EDITOR, The Tribune.

Many Bahamians are angry with Prime Minister Christie’s efforts to assist Mr Ishmael Lightbourne because hundreds of Bahamians of much less financial means than Mr Lightbourne have not received such personal assistance from the prime minister when they were about to lose their homes to mortgage foreclosures notwithstanding the exaggerated promises made by the PLP during the 2012 Election campaign to help save the homes of such people.
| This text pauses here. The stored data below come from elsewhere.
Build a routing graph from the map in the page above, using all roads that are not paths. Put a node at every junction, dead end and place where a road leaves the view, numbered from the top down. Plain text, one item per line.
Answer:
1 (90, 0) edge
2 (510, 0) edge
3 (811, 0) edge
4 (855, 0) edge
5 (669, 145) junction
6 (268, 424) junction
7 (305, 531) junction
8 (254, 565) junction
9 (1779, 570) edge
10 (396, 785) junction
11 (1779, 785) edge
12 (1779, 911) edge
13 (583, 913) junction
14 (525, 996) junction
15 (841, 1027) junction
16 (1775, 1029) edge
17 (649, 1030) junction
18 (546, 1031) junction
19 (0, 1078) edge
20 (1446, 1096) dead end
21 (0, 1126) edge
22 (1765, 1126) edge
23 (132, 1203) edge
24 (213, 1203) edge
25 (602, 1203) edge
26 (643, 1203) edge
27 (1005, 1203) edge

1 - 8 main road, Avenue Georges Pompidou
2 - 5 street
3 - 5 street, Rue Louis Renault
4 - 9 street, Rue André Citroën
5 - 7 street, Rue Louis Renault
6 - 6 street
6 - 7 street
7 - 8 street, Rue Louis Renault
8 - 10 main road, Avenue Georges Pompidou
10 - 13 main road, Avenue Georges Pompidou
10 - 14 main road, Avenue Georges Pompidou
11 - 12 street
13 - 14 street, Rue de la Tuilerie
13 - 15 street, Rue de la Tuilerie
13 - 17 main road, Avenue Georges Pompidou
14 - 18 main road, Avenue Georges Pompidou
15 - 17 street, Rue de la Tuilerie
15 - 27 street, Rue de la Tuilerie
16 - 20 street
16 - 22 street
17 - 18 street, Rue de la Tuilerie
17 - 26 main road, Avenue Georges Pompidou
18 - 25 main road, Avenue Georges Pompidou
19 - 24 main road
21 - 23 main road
Others were angry because they saw, rightly I think, the prime minister’s intervention as an abuse of power and completely inappropriate for the leader of the country. His actions and attitude are reminiscent of disgraced US President Richard Nixon, who in dismissing allegations of wrong-doing by him as President during the Watergate Scandal, told British TV journalist David Frost: “Well, when the president (read prime minister) does it that means that it is not illegal”!

The prime minister says that accusations that he abused the power of his office in the Lightbourne matter are “trite”. The dictionary defines “trite” as commonplace, stale, worn or tired. I wonder whether that is the standard that Mr Christie applies to every allegation of corruption and abuse of power made against him.

Weeks ago, Mr Christie informed Parliament that, “as prime minister”, he had intervened with a private bank in an effort to save the home of his friend and VAT Consultant from foreclosure.

He often qualifies anything that he says or does with the phrase “as prime minister”. It must bring him comfort.

Mr V Alfred Gray, his Minister of Agriculture, commenting on the matter, said the prime minister should be praised for his compassionate action standing up to the Court Bailiff who had come to deliver an eviction notice to Mr Lightbourne.

But now, the prime minister says that he and Lightbourne are not friends and have no social relationship. In fact, speaking to Members of the Chamber of Commerce last week, the Prime Minister claimed that his phone call to the Bank executive was actually an attempt by him to protect the bank’s interest!

The prime minister spoke as if the bank required his personal intervention on the matter.

As a lawyer, Mr Christie should know that the Bank had full recourse to the Courts to secure its interest in the residence and in fact the Bank had done just that.

Mr Christie’s intervention, as prime minister or otherwise, could do nothing to stop the court sanctioned foreclosure on the VAT Consultant’s residence.

The prime minister claims that that during his 40 years in public life he had helped hundreds of Bahamians in a similar fashion to Mr Lightbourne. He said if there were hundreds more that needed help they should all be sent to him and he would give them advice. And he revealed that since announcing his assistance to Lightbourne, he had made similar calls to banks for four or five other families.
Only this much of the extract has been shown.